Stored data entries
===

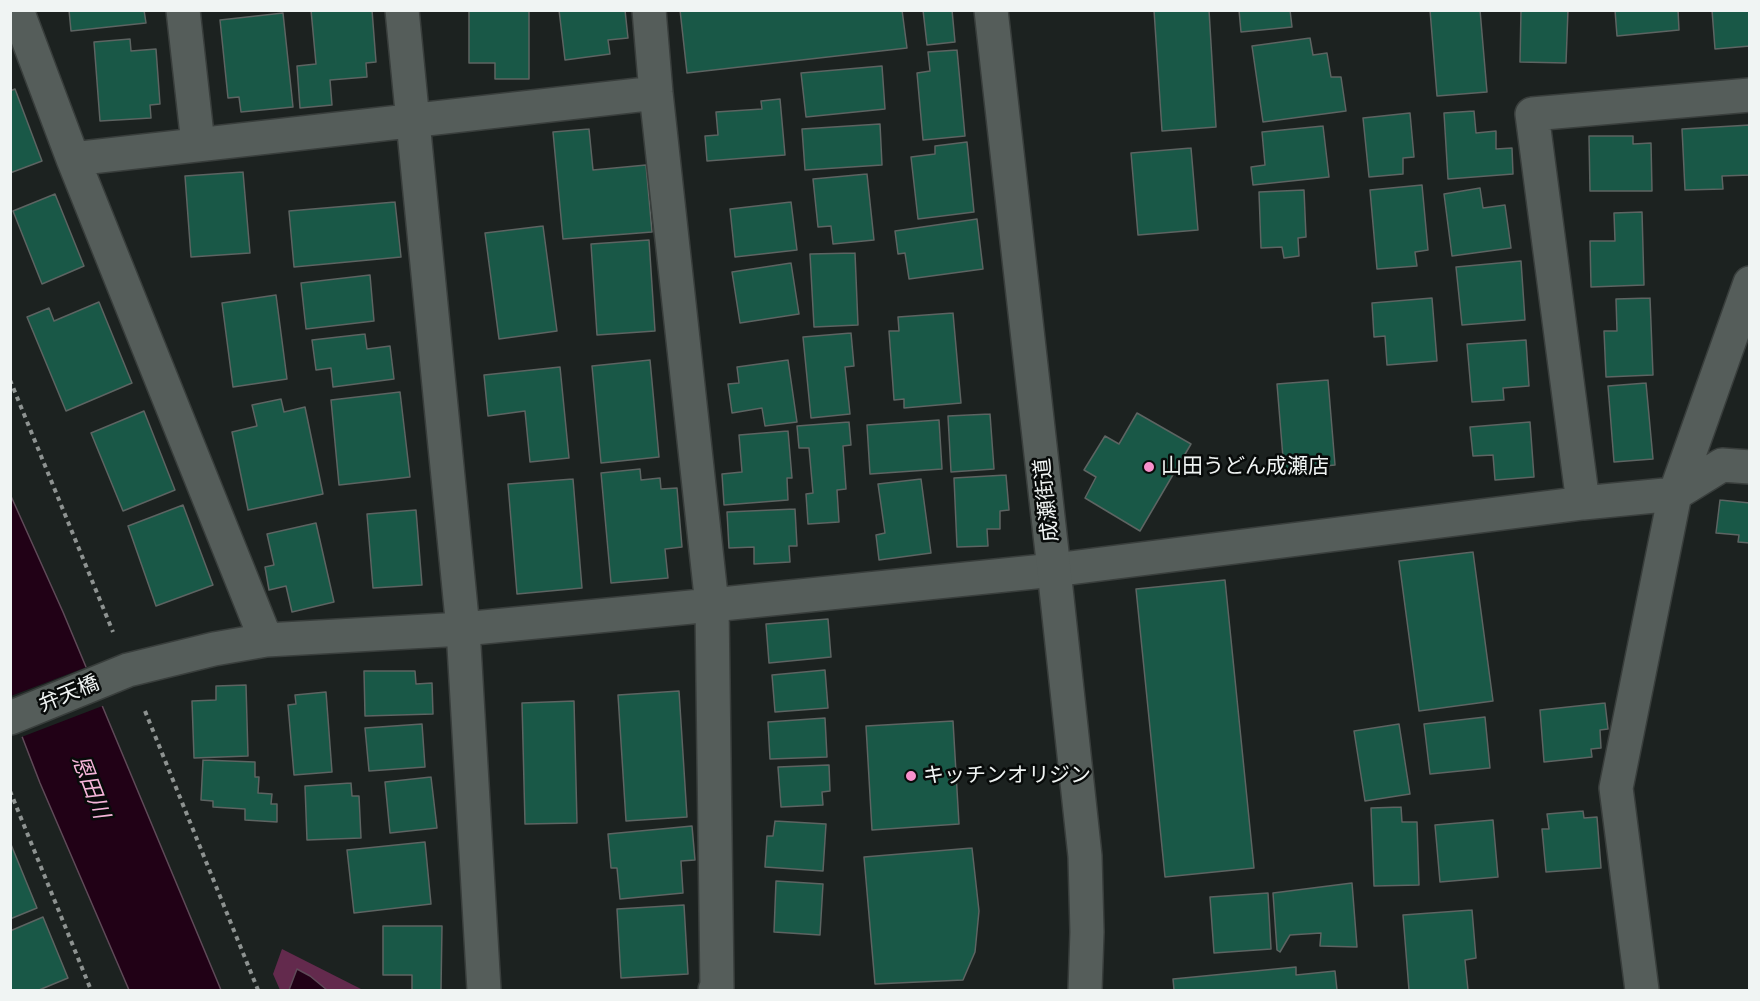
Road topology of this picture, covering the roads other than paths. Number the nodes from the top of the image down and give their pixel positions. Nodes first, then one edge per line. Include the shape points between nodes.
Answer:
1 (17, 10) edge
2 (183, 10) edge
3 (402, 10) edge
4 (649, 10) edge
5 (991, 10) edge
6 (656, 93) junction
7 (1749, 95) edge
8 (414, 122) junction
9 (198, 144) junction
10 (73, 159) junction
11 (1749, 283) edge
12 (1749, 466) edge
13 (1675, 494) junction
14 (1583, 503) junction
15 (1054, 570) junction
16 (712, 605) junction
17 (463, 629) junction
18 (266, 640) junction
19 (10, 718) edge
20 (484, 990) edge
21 (715, 990) edge
22 (1085, 990) edge
23 (1642, 990) edge

1 - 10 street
2 - 9 street
3 - 8 street
4 - 6 street
5 - 15 street, 成瀬街道
6 - 8 street
6 - 16 street
7 - 14 street via 1532,114
8 - 9 street
8 - 17 street
9 - 10 street
10 - 18 street
11 - 13 street
12 - 13 street via 1722,465
13 - 14 street, 弁天橋
13 - 23 street via 1616,788
14 - 15 street, 弁天橋
15 - 16 street, 弁天橋
15 - 22 street, 成瀬街道 via 1085,856
16 - 17 street, 弁天橋
16 - 21 street
17 - 18 street, 弁天橋
17 - 20 street
18 - 19 street, 弁天橋 via 128,670

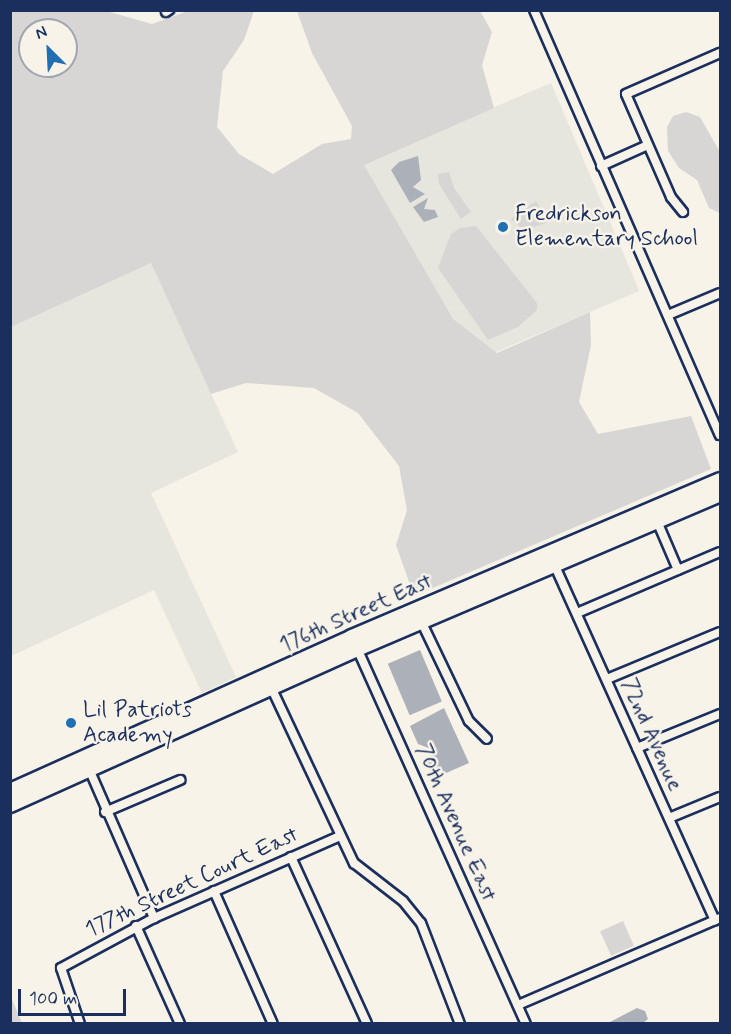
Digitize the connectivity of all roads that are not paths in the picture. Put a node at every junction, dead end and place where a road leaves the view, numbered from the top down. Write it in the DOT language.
graph roads {
  1 [pos="534,10"];
  2 [pos="720,53"];
  3 [pos="648,145"];
  4 [pos="601,166"];
  5 [pos="683,212"];
  6 [pos="720,292"];
  7 [pos="668,315"];
  8 [pos="720,435"];
  9 [pos="720,480"];
  10 [pos="720,494"];
  11 [pos="657,520"];
  12 [pos="720,552"];
  13 [pos="554,564"];
  14 [pos="678,570"];
  15 [pos="577,613"];
  16 [pos="421,621"];
  17 [pos="720,632"];
  18 [pos="354,643"];
  19 [pos="607,679"];
  20 [pos="271,687"];
  21 [pos="720,714"];
  22 [pos="487,739"];
  23 [pos="637,748"];
  24 [pos="89,769"];
  25 [pos="180,780"];
  26 [pos="10,791"];
  27 [pos="720,797"];
  28 [pos="10,805"];
  29 [pos="105,812"];
  30 [pos="669,818"];
  31 [pos="340,836"];
  32 [pos="291,857"];
  33 [pos="214,891"];
  34 [pos="154,918"];
  35 [pos="718,919"];
  36 [pos="136,926"];
  37 [pos="518,1005"];
  38 [pos="80,1023"];
  39 [pos="180,1023"];
  40 [pos="273,1023"];
  41 [pos="367,1023"];
  42 [pos="460,1023"];
  43 [pos="526,1023"];
  1 -- 4 [label="street"];
  2 -- 3 [label="street"];
  3 -- 4 [label="street"];
  3 -- 5 [label="street"];
  4 -- 7 [label="street"];
  6 -- 7 [label="street"];
  7 -- 8 [label="street"];
  9 -- 18 [label="main road, 176th Street East"];
  10 -- 11 [label="main road, 176th Street East"];
  11 -- 13 [label="main road, 176th Street East"];
  11 -- 14 [label="street"];
  12 -- 14 [label="street"];
  13 -- 15 [label="street, 72nd Avenue"];
  13 -- 16 [label="main road, 176th Street East"];
  14 -- 15 [label="street"];
  15 -- 19 [label="street, 72nd Avenue"];
  16 -- 18 [label="main road, 176th Street East"];
  16 -- 22 [label="street"];
  17 -- 19 [label="street"];
  18 -- 20 [label="main road, 176th Street East"];
  18 -- 26 [label="main road, 176th Street East"];
  18 -- 37 [label="street, 70th Avenue East"];
  19 -- 23 [label="street, 72nd Avenue"];
  20 -- 24 [label="main road, 176th Street East"];
  20 -- 31 [label="street"];
  21 -- 23 [label="street"];
  23 -- 30 [label="street, 72nd Avenue"];
  24 -- 28 [label="main road, 176th Street East"];
  24 -- 29 [label="street"];
  25 -- 29 [label="street"];
  27 -- 30 [label="street"];
  29 -- 34 [label="street"];
  30 -- 35 [label="street, 72nd Avenue"];
  31 -- 32 [label="street, 177th Street Court East"];
  31 -- 42 [label="street"];
  32 -- 33 [label="street, 177th Street Court East"];
  32 -- 41 [label="street"];
  33 -- 34 [label="street, 177th Street Court East"];
  33 -- 40 [label="street"];
  34 -- 36 [label="street, 177th Street Court East"];
  35 -- 37 [label="street"];
  36 -- 38 [label="street, 177th Street Court East"];
  36 -- 39 [label="street"];
  37 -- 43 [label="street, 70th Avenue East"];
}
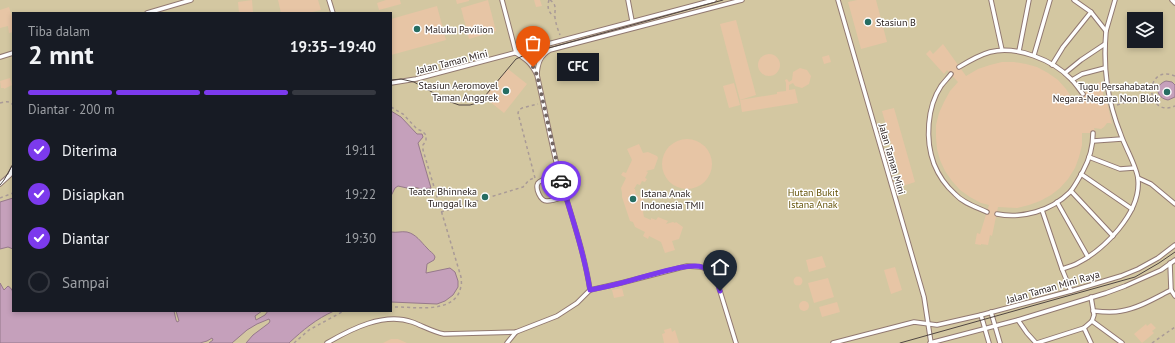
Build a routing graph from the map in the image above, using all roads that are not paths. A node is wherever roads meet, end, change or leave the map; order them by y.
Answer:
1 (191, 0) edge
2 (329, 0) edge
3 (502, 0) edge
4 (628, 0) edge
5 (714, 0) edge
6 (742, 0) edge
7 (838, 0) edge
8 (990, 0) edge
9 (1028, 0) edge
10 (1050, 0) edge
11 (1074, 0) edge
12 (1115, 0) edge
13 (1172, 0) edge
14 (179, 2) edge
15 (1175, 3) edge
16 (150, 12) edge
17 (333, 12) edge
18 (1091, 12) junction
19 (632, 21) junction
20 (1106, 31) junction
21 (1105, 44) junction
22 (1002, 50) junction
23 (1019, 51) junction
24 (12, 53) edge
25 (516, 53) junction
26 (1034, 55) junction
27 (0, 57) edge
28 (1052, 65) junction
29 (960, 66) dead end
30 (1105, 68) junction
31 (951, 74) dead end
32 (1065, 74) junction
33 (537, 75) junction
34 (1072, 80) junction
35 (392, 83) edge
36 (1082, 94) dead end
37 (1093, 133) dead end
38 (1122, 139) junction
39 (1093, 141) junction
40 (1089, 157) junction
41 (1134, 168) junction
42 (12, 170) edge
43 (1082, 174) junction
44 (560, 175) junction
45 (1138, 178) junction
46 (0, 184) edge
47 (1071, 191) junction
48 (566, 196) junction
49 (1057, 202) junction
50 (1175, 204) edge
51 (1132, 209) junction
52 (1042, 210) junction
53 (987, 212) dead end
54 (997, 214) dead end
55 (1113, 236) junction
56 (1175, 245) edge
57 (1088, 257) junction
58 (1175, 260) edge
59 (1170, 263) junction
60 (1062, 269) junction
61 (590, 290) junction
62 (1171, 290) junction
63 (1071, 291) junction
64 (1175, 296) edge
65 (1090, 298) junction
66 (1093, 311) junction
67 (991, 312) junction
68 (981, 315) junction
69 (1018, 320) junction
70 (1092, 321) junction
71 (928, 324) junction
72 (995, 326) junction
73 (985, 328) junction
74 (1084, 328) junction
75 (516, 332) junction
76 (327, 343) edge
77 (507, 343) edge
78 (736, 343) edge
79 (833, 343) edge
80 (931, 343) edge
81 (989, 343) edge
82 (1000, 343) edge
83 (1037, 343) edge
84 (1091, 343) edge
85 (1122, 343) edge

1 - 14 lane
2 - 17 lane
3 - 25 lane
4 - 19 lane
5 - 19 lane, Jalan Taman Mini
6 - 33 lane
7 - 71 lane, Jalan Taman Mini
8 - 22 lane
9 - 23 lane
10 - 26 lane
11 - 18 lane
12 - 20 lane
13 - 15 lane
14 - 16 lane
18 - 20 lane
18 - 28 lane
19 - 25 lane, Jalan Taman Mini
20 - 21 lane
21 - 30 lane
21 - 32 lane
22 - 23 lane
22 - 29 lane
23 - 26 lane
24 - 27 lane
25 - 33 lane
25 - 35 lane, Jalan Taman Mini
26 - 28 lane
28 - 32 lane
30 - 34 lane
30 - 38 lane
31 - 53 lane
32 - 34 lane
33 - 44 lane
34 - 36 lane
37 - 39 lane
38 - 39 lane
38 - 41 lane
39 - 40 lane
40 - 41 lane
40 - 43 lane
41 - 45 lane
42 - 46 lane
43 - 47 lane
43 - 51 lane
44 - 48 lane
44 - 48 lane
45 - 50 lane
45 - 51 lane
47 - 49 lane
47 - 55 lane
48 - 61 lane
49 - 52 lane
49 - 57 lane
51 - 55 lane
52 - 54 lane
52 - 60 lane
55 - 57 lane
56 - 63 lane, Jalan Taman Mini Raya
57 - 60 lane
58 - 59 lane, Jalan Taman Mini Raya
59 - 62 lane
59 - 65 lane, Jalan Taman Mini Raya
60 - 63 lane
61 - 75 lane
61 - 78 lane
62 - 64 lane
62 - 66 lane
63 - 67 lane, Jalan Taman Mini Raya
65 - 66 lane
65 - 69 lane, Jalan Taman Mini Raya
66 - 70 lane
67 - 68 lane, Jalan Taman Mini Raya
67 - 72 lane
68 - 71 lane, Jalan Taman Mini Raya
68 - 73 lane
69 - 72 lane, Jalan Taman Mini Raya
69 - 83 lane
70 - 74 lane
70 - 85 lane
71 - 79 lane
71 - 80 lane, Jalan Taman Mini
72 - 73 lane, Jalan Taman Mini Raya
72 - 82 lane
73 - 80 lane, Jalan Taman Mini Raya
73 - 81 lane
74 - 83 lane
74 - 84 lane
75 - 76 lane
75 - 77 lane

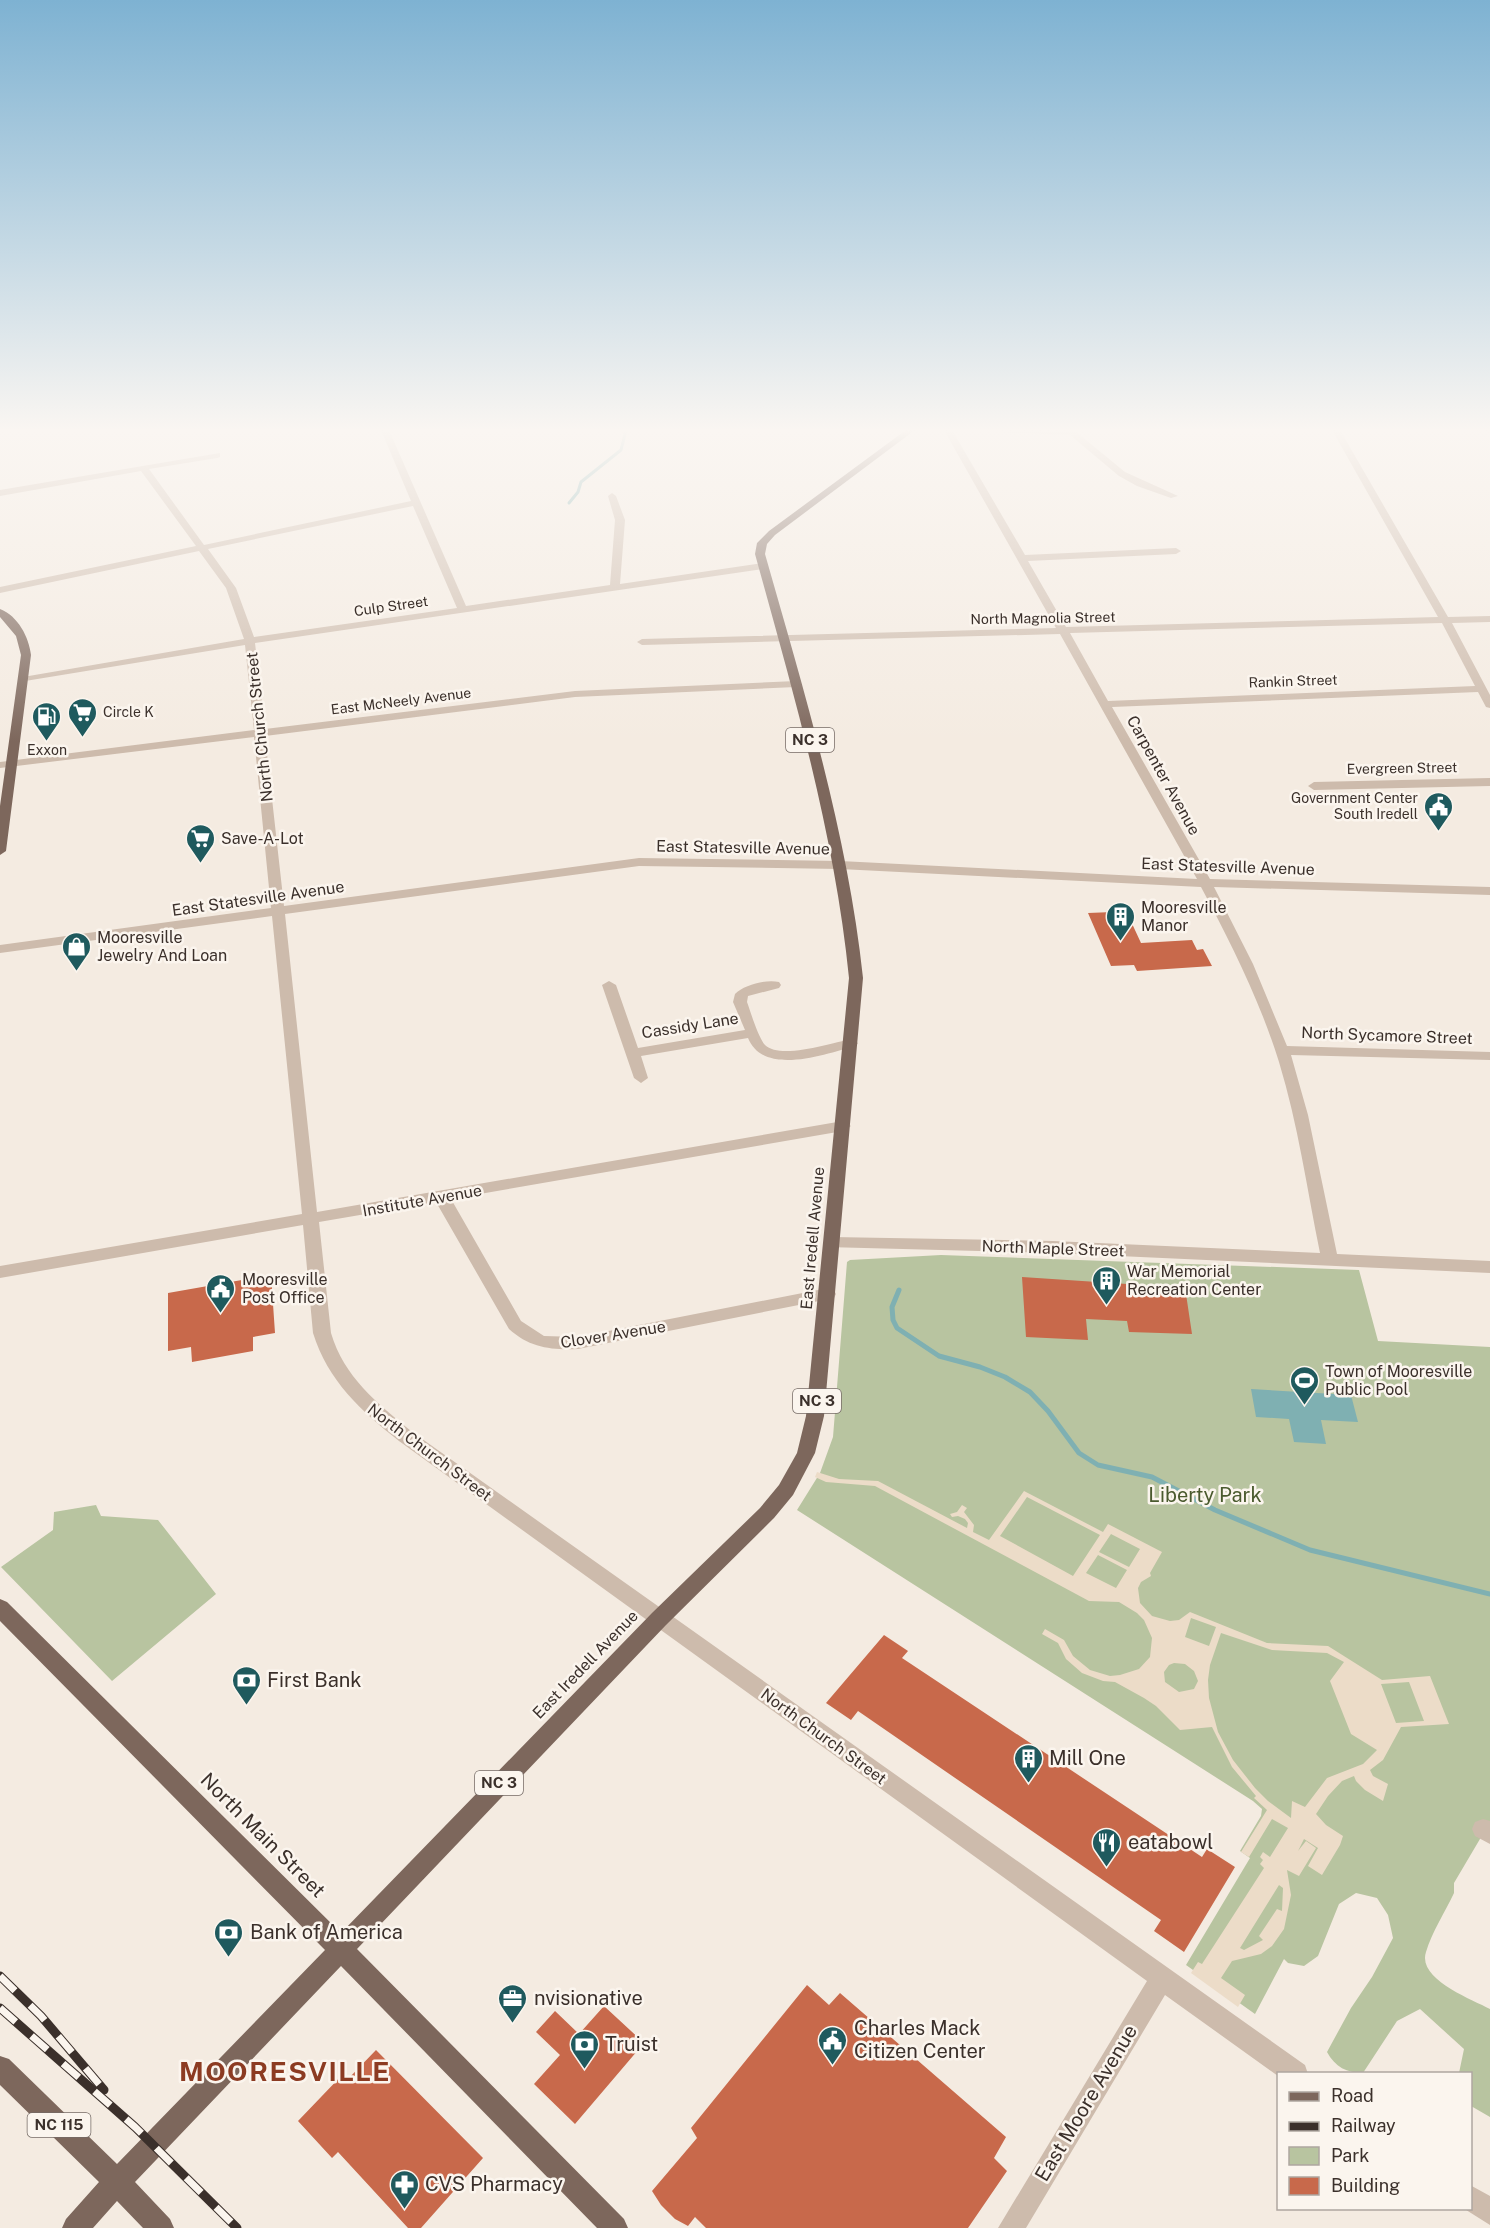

===

| What you will do |
Please report only the count of lines in the entries above where the word "down" appears.

| Answer for the task |
2